§ EXERCISE DIRECTIONS: Needed from the entries below: every line that holds the word "dead".

§ Stored data entries:
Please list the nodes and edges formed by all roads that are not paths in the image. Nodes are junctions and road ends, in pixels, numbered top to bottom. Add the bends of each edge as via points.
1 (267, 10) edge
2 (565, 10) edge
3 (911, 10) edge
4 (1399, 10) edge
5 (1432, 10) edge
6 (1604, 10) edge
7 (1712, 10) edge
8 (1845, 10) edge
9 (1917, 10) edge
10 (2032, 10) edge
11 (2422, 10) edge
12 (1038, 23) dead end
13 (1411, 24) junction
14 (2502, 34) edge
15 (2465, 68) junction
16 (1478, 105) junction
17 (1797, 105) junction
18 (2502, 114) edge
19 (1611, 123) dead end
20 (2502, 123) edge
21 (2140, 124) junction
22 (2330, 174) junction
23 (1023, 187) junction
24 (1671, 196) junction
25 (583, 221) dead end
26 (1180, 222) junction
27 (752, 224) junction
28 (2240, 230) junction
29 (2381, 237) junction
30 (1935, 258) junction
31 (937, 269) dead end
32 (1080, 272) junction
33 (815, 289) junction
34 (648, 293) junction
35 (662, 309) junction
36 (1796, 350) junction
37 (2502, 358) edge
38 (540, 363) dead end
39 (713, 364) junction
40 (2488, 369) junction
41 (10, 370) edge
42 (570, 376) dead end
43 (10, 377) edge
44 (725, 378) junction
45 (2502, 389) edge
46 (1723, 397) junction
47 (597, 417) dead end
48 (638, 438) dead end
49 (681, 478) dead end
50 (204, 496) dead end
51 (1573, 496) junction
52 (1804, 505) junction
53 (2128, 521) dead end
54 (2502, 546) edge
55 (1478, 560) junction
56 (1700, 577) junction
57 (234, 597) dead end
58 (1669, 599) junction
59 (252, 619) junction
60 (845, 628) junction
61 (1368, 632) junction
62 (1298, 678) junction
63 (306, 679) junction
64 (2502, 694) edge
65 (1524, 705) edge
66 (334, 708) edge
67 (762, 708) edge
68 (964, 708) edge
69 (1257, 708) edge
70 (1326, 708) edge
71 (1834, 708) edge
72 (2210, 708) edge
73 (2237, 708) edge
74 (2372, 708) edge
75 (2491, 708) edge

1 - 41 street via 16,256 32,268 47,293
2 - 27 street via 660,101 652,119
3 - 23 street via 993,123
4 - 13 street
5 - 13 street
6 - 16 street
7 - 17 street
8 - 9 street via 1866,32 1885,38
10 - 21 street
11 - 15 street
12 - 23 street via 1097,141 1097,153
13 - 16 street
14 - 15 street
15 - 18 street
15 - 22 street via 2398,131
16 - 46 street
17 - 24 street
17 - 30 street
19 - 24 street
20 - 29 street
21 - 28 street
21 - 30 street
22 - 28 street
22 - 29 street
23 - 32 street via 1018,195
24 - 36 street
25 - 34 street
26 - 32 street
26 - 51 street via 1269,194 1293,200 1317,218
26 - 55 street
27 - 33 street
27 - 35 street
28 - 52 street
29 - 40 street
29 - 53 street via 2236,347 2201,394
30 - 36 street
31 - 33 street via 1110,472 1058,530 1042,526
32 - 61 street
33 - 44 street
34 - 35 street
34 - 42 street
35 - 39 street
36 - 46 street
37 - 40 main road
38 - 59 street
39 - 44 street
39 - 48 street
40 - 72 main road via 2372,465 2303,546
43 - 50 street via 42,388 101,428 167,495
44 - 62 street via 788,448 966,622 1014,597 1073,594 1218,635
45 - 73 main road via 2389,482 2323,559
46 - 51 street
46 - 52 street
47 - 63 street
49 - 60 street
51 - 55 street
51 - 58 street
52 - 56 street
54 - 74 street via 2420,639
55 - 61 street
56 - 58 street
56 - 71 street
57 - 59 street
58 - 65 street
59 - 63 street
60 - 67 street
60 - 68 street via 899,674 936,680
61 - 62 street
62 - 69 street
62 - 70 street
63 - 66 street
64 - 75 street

§ SOLUTION:
12 (1038, 23) dead end
19 (1611, 123) dead end
25 (583, 221) dead end
31 (937, 269) dead end
38 (540, 363) dead end
42 (570, 376) dead end
47 (597, 417) dead end
48 (638, 438) dead end
49 (681, 478) dead end
50 (204, 496) dead end
53 (2128, 521) dead end
57 (234, 597) dead end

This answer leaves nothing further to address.